There is of course a pastoral implication here, one that is beyond the intended purpose of the book. Even so, this point needs to be underscored since scholarly writings on religion in the Philippines end up being read by ministers and other faith-based workers. Given the divergent perspectives among the clergy, Bautista’s empirical data might be useful in helping them formulate a more pastorally sensitive approach to popular devotion. The theological concepts of inculturation (discussed in chapter 5) and mortification (in chapter 1) are particularly relevant as points of departure. At the same time, while the book does not cover them, the causes and contexts of people’s sufferings are inseparable from the Passion rituals themselves. They are sites of pastoral reflections as much as they are of anthropological interpretations.
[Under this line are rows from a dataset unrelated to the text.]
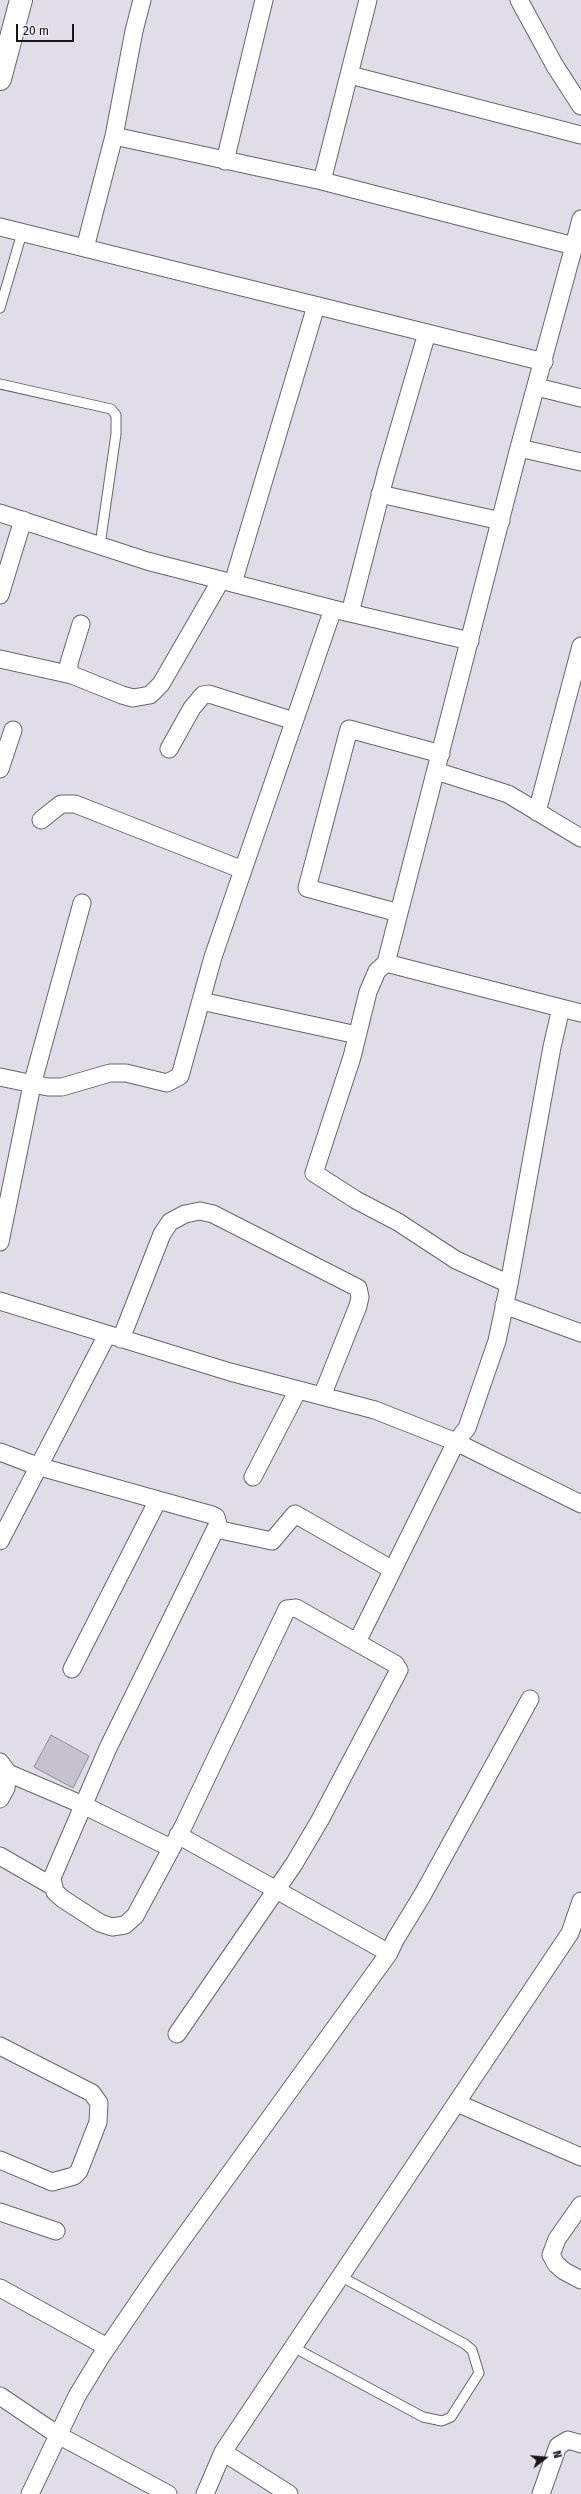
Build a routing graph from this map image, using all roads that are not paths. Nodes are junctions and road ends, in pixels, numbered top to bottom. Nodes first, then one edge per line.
1 (21, 0) edge
2 (142, 0) edge
3 (264, 0) edge
4 (368, 0) edge
5 (519, 0) edge
6 (350, 75) junction
7 (0, 80) edge
8 (581, 106) edge
9 (581, 135) edge
10 (114, 136) junction
11 (224, 160) junction
12 (322, 181) junction
13 (581, 219) edge
14 (0, 227) edge
15 (22, 233) junction
16 (577, 240) edge
17 (85, 248) junction
18 (316, 306) junction
19 (0, 308) edge
20 (427, 333) junction
21 (544, 362) junction
22 (0, 384) edge
23 (537, 387) junction
24 (581, 398) edge
25 (519, 448) junction
26 (581, 462) edge
27 (380, 494) junction
28 (0, 513) edge
29 (23, 520) junction
30 (501, 521) junction
31 (100, 545) junction
32 (227, 582) junction
33 (0, 595) edge
34 (333, 609) junction
35 (350, 613) junction
36 (81, 624) dead end
37 (470, 642) junction
38 (581, 646) edge
39 (0, 659) edge
40 (72, 675) junction
41 (294, 721) junction
42 (13, 730) dead end
43 (169, 749) dead end
44 (441, 754) junction
45 (0, 769) edge
46 (436, 771) junction
47 (537, 812) junction
48 (41, 820) dead end
49 (581, 838) edge
50 (243, 870) junction
51 (82, 903) dead end
52 (399, 913) junction
53 (386, 963) junction
54 (201, 1001) junction
55 (561, 1008) junction
56 (581, 1013) edge
57 (357, 1035) junction
58 (0, 1077) edge
59 (32, 1085) junction
60 (0, 1242) edge
61 (509, 1284) junction
62 (0, 1301) edge
63 (504, 1306) junction
64 (581, 1333) edge
65 (114, 1337) junction
66 (298, 1390) junction
67 (322, 1396) junction
68 (456, 1442) junction
69 (0, 1452) edge
70 (37, 1466) junction
71 (253, 1477) dead end
72 (158, 1500) junction
73 (581, 1504) edge
74 (216, 1529) junction
75 (0, 1541) edge
76 (392, 1569) junction
77 (357, 1642) junction
78 (72, 1669) dead end
79 (530, 1698) dead end
80 (4, 1768) edge
81 (0, 1799) edge
82 (83, 1805) junction
83 (174, 1842) junction
84 (0, 1856) edge
85 (52, 1886) junction
86 (276, 1891) junction
87 (581, 1901) edge
88 (575, 1935) edge
89 (389, 1954) junction
90 (177, 2034) dead end
91 (0, 2046) edge
92 (457, 2103) junction
93 (581, 2157) edge
94 (0, 2160) edge
95 (581, 2205) edge
96 (0, 2212) edge
97 (56, 2231) dead end
98 (340, 2276) junction
99 (581, 2280) edge
100 (0, 2288) edge
101 (107, 2347) junction
102 (293, 2347) junction
103 (0, 2396) edge
104 (58, 2435) junction
105 (581, 2444) edge
106 (223, 2452) junction
107 (30, 2494) edge
108 (168, 2494) edge
109 (205, 2494) edge
110 (289, 2494) edge
111 (541, 2494) edge

1 - 7 street
2 - 10 street
3 - 11 street
4 - 6 street
5 - 8 street
6 - 9 street
6 - 12 street
10 - 11 street
10 - 17 street
11 - 12 street
12 - 16 street
13 - 16 street
14 - 15 street
15 - 17 street
15 - 19 lane
16 - 21 street
17 - 18 street
18 - 20 street
18 - 32 street
20 - 21 street
20 - 27 street
21 - 23 street
22 - 31 lane
23 - 24 street
23 - 25 street
25 - 26 street
25 - 30 street
27 - 30 street
27 - 35 street
28 - 29 street
29 - 31 street
29 - 33 street
30 - 37 street
31 - 32 street
32 - 34 street
32 - 40 street
34 - 35 street
34 - 41 street
35 - 37 street
36 - 40 street
37 - 44 street
38 - 47 street
39 - 40 street
41 - 43 street
41 - 50 street
42 - 45 street
44 - 46 street
44 - 52 street
46 - 47 street
46 - 52 street
47 - 49 street
48 - 50 street
50 - 54 street
51 - 59 street
52 - 53 street
53 - 55 street
53 - 57 street
54 - 57 street
54 - 59 street
55 - 56 street
55 - 61 street
57 - 61 street
58 - 59 street
59 - 60 street
61 - 63 street
62 - 65 street
63 - 64 street
63 - 68 street
65 - 66 street
65 - 67 street
65 - 70 street
66 - 67 street
66 - 71 street
67 - 68 street
68 - 73 street
68 - 76 street
69 - 70 street
70 - 72 street
70 - 75 street
72 - 74 street
72 - 78 street
74 - 76 street
74 - 82 street
76 - 77 street
77 - 83 street
77 - 86 street
79 - 89 street
80 - 81 street
80 - 82 street
82 - 83 street
82 - 85 street
83 - 85 street
83 - 86 street
84 - 85 street
86 - 89 street
86 - 90 street
87 - 88 street
88 - 92 street
89 - 101 street
91 - 94 street
92 - 93 street
92 - 98 street
95 - 99 street
96 - 97 street
98 - 102 street
98 - 102 lane
100 - 101 street
101 - 104 street
102 - 106 street
103 - 104 street
104 - 107 street
104 - 108 street
105 - 111 street
106 - 109 street
106 - 110 street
By revisiting the place of pain in Christian life, Bautista’s work is a significant contribution to the study of contemporary religion in the Philippines. First, it is to demonstrate that people’s aversion to pain misses out on its religious significance for the participants of Passion rituals. He rightly points out that this aversion derives from both medicine and theology. Medical progress has rendered pain a human tribulation that must be alleviated. At the same time, the theology embraced by the church hierarchy treats these Passion rituals as a “soteriological redundancy” in view of Christ’s own suffering on the cross (2). Second, it relocates pain from the domain of theology, which dominates the study of religion in the country, to the anthropology of religion. If offers a fresh view of the suffering self, but one that is less about salvation than it is about shared well-being in the here and now.
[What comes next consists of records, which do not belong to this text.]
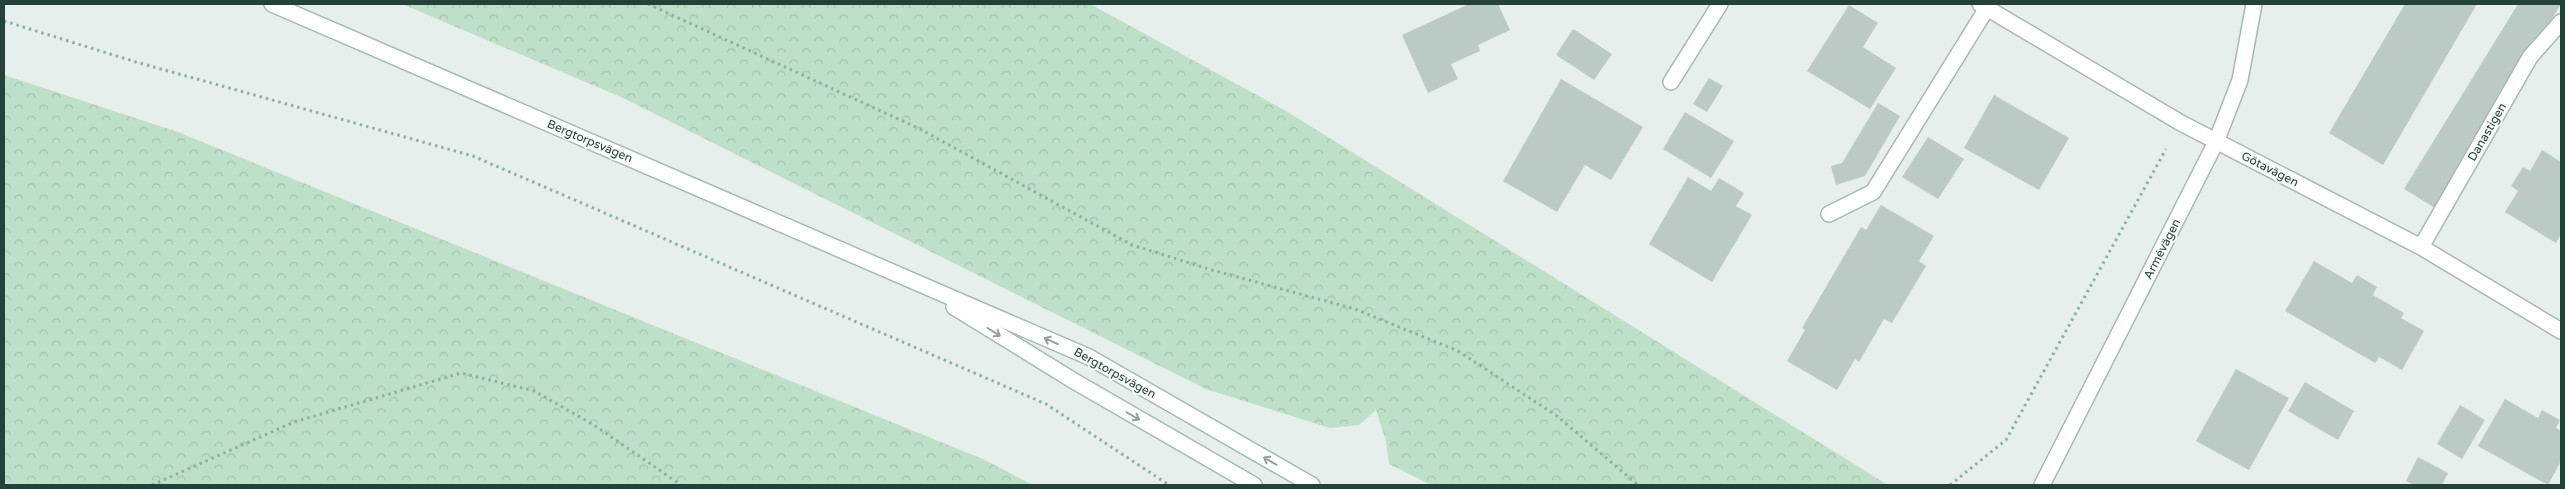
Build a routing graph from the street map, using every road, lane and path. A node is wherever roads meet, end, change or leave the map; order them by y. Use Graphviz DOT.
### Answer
graph roads {
  1 [pos="272,4"];
  2 [pos="648,4"];
  3 [pos="1720,4"];
  4 [pos="2254,4"];
  5 [pos="1983,6"];
  6 [pos="4,20"];
  7 [pos="2561,22"];
  8 [pos="1671,82"];
  9 [pos="2180,122"];
  10 [pos="2216,142"];
  11 [pos="1829,214"];
  12 [pos="2421,247"];
  13 [pos="908,278"];
  14 [pos="2561,331"];
  15 [pos="152,485"];
  16 [pos="681,485"];
  17 [pos="1169,485"];
  18 [pos="1254,485"];
  19 [pos="1312,485"];
  20 [pos="1638,485"];
  21 [pos="1950,485"];
  22 [pos="2042,485"];
  1 -- 13 [label="main road, Bergtorpsvägen"];
  2 -- 20 [label="path"];
  3 -- 8 [label="main road"];
  4 -- 10 [label="main road, Armévägen"];
  5 -- 9 [label="main road, Götavägen"];
  5 -- 11 [label="main road"];
  6 -- 17 [label="path"];
  7 -- 12 [label="main road, Danastigen"];
  9 -- 10 [label="main road, Götavägen"];
  9 -- 21 [label="path"];
  10 -- 12 [label="main road, Götavägen"];
  10 -- 22 [label="main road, Armévägen"];
  12 -- 14 [label="main road, Götavägen"];
  13 -- 18 [label="main road, Bergtorpsvägen, one-way"];
  19 -- 13 [label="main road, Bergtorpsvägen, one-way"];
  15 -- 16 [label="path"];
}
I end by highlighting how The Way of the Cross must also be a welcome reminder to other scholars of contemporary religion in the Philippines. Some might insist that the study of Passion rituals in the country has already become repetitive. Following this line of thinking, scholars must thus turn to other contemporary forms of the Filipino religious life. But the reality is that rituals of suffering endure throughout the country. In other words, while there are indeed new—and spectacular—Christian expressions that celebrate prosperity and growth, pain remains. And in many ways, the Passion rituals Bautista presents to us allude to the suffering of ordinary Catholics, whose experiences are either dismissed or rendered as spectacle. Confronting these dispositions, Bautista reclaims the meaningfulness of pain. This once again is a testament to the complexity of Christianity in the Philippines, to which The Way of the Cross leads its readers.